South Deep: There can be only one

THE South Deep regional branch of the National Union of Mineworkers (NUM) declined to accept an improved retrenchment package offered by Gold Fields, raising the prospect of prolonged strike action at South Deep mine.

“I can confirm the offer was not accepted so it’s the status quo; it’s where we were,” said Sven Lunsche, spokesman for Gold Fields. An official announcement from Gold Fields was due in the next one to two hours, he added.

In addition to a retrenchment package sweetener, Gold Fields would spread the impact of the no work, no pay over four months which would lessen the impact of virtually no pay at all ahead of Christmas, as well as ease the financial burden thereafter.

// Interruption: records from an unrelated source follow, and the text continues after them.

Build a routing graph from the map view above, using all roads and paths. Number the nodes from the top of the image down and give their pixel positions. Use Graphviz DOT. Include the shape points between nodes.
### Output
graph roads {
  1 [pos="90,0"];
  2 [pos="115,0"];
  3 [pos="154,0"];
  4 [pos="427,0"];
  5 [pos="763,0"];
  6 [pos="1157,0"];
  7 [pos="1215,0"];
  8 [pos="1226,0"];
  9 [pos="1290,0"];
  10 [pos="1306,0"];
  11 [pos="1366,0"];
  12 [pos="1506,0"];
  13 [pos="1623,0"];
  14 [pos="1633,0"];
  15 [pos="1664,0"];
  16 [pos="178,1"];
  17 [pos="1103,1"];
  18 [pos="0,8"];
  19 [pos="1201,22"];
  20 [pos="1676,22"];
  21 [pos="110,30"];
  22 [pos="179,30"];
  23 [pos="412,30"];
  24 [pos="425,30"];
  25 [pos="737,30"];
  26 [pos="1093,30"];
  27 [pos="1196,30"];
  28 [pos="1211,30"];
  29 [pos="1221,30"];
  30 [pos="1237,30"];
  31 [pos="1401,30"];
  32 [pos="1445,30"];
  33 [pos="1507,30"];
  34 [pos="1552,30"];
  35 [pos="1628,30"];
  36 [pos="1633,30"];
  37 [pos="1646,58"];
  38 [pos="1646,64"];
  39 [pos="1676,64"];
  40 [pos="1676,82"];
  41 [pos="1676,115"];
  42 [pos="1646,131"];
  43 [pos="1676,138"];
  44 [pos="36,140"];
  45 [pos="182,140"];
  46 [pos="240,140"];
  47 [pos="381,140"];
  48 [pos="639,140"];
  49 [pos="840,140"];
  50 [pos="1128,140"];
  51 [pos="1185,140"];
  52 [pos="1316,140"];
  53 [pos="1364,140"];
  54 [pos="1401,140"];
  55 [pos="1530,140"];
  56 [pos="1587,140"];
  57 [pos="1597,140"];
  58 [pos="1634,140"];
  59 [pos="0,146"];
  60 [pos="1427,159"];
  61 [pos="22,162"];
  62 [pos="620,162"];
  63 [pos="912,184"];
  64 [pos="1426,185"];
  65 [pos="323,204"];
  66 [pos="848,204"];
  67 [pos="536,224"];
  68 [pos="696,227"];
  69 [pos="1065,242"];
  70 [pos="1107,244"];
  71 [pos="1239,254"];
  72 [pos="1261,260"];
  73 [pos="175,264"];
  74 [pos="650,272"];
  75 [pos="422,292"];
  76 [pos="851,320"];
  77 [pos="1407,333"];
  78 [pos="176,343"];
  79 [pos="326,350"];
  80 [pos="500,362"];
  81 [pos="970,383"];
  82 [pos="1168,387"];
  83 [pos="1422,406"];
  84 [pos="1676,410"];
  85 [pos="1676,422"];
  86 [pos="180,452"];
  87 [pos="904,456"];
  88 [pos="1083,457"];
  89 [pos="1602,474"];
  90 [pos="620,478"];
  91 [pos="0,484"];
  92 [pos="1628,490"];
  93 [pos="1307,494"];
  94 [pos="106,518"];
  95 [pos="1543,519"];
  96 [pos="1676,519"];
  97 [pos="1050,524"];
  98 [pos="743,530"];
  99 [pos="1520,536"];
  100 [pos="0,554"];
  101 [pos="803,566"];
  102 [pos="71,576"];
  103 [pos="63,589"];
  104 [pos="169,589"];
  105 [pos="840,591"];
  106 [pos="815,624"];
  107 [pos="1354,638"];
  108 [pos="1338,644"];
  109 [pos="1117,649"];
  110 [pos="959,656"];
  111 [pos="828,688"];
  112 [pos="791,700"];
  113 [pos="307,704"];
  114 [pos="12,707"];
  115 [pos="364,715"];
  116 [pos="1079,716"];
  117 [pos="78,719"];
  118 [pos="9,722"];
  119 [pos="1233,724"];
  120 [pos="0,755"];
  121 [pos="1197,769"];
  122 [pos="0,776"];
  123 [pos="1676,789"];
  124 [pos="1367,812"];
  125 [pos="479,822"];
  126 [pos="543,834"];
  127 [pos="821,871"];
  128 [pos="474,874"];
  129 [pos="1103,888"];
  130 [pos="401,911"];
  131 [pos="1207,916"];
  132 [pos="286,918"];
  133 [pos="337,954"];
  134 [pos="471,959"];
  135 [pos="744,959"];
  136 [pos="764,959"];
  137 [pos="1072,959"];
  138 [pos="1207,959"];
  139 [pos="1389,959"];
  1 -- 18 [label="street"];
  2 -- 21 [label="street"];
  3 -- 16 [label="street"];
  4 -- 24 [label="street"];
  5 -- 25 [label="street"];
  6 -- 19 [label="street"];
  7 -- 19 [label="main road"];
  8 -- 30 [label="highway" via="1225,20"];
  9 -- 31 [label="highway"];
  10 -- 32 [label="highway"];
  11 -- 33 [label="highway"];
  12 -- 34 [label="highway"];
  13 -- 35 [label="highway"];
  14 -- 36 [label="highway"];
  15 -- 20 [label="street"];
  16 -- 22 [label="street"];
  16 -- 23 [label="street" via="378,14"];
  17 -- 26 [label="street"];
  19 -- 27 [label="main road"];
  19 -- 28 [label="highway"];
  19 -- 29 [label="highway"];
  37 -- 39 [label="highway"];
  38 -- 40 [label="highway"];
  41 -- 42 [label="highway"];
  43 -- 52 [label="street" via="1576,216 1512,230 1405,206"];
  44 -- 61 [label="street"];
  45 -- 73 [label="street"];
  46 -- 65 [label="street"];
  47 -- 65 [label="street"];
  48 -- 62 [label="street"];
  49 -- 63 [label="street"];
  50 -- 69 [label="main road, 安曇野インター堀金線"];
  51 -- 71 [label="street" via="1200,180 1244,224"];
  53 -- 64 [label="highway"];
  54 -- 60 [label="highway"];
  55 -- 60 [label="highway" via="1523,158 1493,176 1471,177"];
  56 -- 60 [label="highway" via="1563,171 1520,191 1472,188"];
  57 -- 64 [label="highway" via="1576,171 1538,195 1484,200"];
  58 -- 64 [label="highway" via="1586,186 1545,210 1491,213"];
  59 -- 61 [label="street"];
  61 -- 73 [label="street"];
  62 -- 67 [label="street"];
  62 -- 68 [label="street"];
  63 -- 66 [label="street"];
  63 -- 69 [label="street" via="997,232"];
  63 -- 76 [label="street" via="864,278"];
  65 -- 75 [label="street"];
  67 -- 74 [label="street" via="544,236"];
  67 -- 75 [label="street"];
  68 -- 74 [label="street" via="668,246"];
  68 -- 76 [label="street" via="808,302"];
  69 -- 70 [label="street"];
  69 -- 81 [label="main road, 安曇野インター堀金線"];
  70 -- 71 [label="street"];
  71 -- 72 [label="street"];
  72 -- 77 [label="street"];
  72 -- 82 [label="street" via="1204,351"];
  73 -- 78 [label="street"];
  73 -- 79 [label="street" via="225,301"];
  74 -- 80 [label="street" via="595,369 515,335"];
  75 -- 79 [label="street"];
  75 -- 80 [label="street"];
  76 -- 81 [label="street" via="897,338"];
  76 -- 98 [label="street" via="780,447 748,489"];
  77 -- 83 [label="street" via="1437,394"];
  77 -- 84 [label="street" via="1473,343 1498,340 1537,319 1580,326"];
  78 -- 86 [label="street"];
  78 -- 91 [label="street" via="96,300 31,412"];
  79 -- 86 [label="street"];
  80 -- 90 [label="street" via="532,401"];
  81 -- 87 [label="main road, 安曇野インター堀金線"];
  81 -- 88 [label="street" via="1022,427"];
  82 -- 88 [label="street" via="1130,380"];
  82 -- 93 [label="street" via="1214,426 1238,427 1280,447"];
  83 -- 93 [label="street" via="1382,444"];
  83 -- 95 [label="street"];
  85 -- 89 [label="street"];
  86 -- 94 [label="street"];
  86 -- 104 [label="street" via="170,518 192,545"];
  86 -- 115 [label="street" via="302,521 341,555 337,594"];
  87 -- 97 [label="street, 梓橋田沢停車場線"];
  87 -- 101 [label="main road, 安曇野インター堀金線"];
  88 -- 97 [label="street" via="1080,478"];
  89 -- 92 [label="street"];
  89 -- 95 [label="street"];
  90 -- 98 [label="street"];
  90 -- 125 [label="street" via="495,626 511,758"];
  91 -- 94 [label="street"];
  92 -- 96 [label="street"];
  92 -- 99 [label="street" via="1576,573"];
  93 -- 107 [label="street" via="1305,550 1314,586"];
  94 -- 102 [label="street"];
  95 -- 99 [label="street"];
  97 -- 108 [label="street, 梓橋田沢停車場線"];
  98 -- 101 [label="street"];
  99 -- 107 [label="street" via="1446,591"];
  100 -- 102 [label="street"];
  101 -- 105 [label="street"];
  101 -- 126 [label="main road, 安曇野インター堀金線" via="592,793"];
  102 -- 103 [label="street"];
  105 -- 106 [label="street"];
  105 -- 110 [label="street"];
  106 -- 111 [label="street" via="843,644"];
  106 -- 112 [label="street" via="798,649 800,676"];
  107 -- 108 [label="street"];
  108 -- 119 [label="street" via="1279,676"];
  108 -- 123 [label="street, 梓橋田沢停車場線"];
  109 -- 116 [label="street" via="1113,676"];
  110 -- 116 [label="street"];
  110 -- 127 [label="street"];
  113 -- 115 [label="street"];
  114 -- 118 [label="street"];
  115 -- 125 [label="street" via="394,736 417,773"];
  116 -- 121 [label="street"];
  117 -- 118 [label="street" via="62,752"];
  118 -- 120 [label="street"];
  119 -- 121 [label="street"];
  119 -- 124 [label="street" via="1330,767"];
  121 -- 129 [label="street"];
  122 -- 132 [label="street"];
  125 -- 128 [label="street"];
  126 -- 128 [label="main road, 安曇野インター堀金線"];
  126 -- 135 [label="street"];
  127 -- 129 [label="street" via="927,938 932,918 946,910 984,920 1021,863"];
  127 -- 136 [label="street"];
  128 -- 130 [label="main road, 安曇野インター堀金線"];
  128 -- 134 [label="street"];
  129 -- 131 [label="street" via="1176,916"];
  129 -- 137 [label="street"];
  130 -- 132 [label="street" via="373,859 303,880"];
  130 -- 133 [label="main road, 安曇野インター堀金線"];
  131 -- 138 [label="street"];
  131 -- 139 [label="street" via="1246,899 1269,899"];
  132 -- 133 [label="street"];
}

Affected employees would also be provided with portable skills training and a call back provision – essentially retrenched employees would be given first option to return to their jobs if their resources were required in the future.

Gold Fields said on August 14 that it would retrench 1,560 staff including 1,082 permanent employees in an effort to stem R756m in cash burn (at that time). The mine has also been written down for R4.8bn in August following a R3.5bn impairment taken out in February. Of the employees identified for retrenchment, 904 had been paid out and had left the mine.

The incremental cost of the sweetener was an estimated R40m.

“However long the strike continues, it cannot and will not lead to changes in the restructuring plans, including the 1,082 retrenchments, that are necessary for South Deep’s long-term sustainability and saving the remaining 3,500 jobs,” said Nick Holland, Gold Fields CEO, in a later statement.

“Should the strike continue for an extended period of time though, it could potentially place more jobs at risk,” he said.

Holland, said earlier this week there was evidence that employees wanted to return to work after some 1,900 of them had registered their interest in doing so, many of which the company suspected were members of the striking NUM.

South African mines minister, Gwede Mantashe, took aim at Gold Fields following consultations with the company saying it had merely taken a “tick box” approach to the retrenchment process.

Holland responded by saying that the company couldn’t have done more given the fact South Deep was unable to support the affected employees and might even struggle to operate in the future even with the 4,000 employees left behind. Mantashe had wanted Gold Fields to revisit the retrenchment numbers, but Holland said that was impossible.

“We had been in consultation with the NUM even before starting the 189 Section process (of restructuring in terms of the Labour Relations Act). We completed that process and so there’s no chance of going back,” he said. “We have been cautious in keeping to the letter of the law, but we have also followed the intent and spirit of the law,” he said.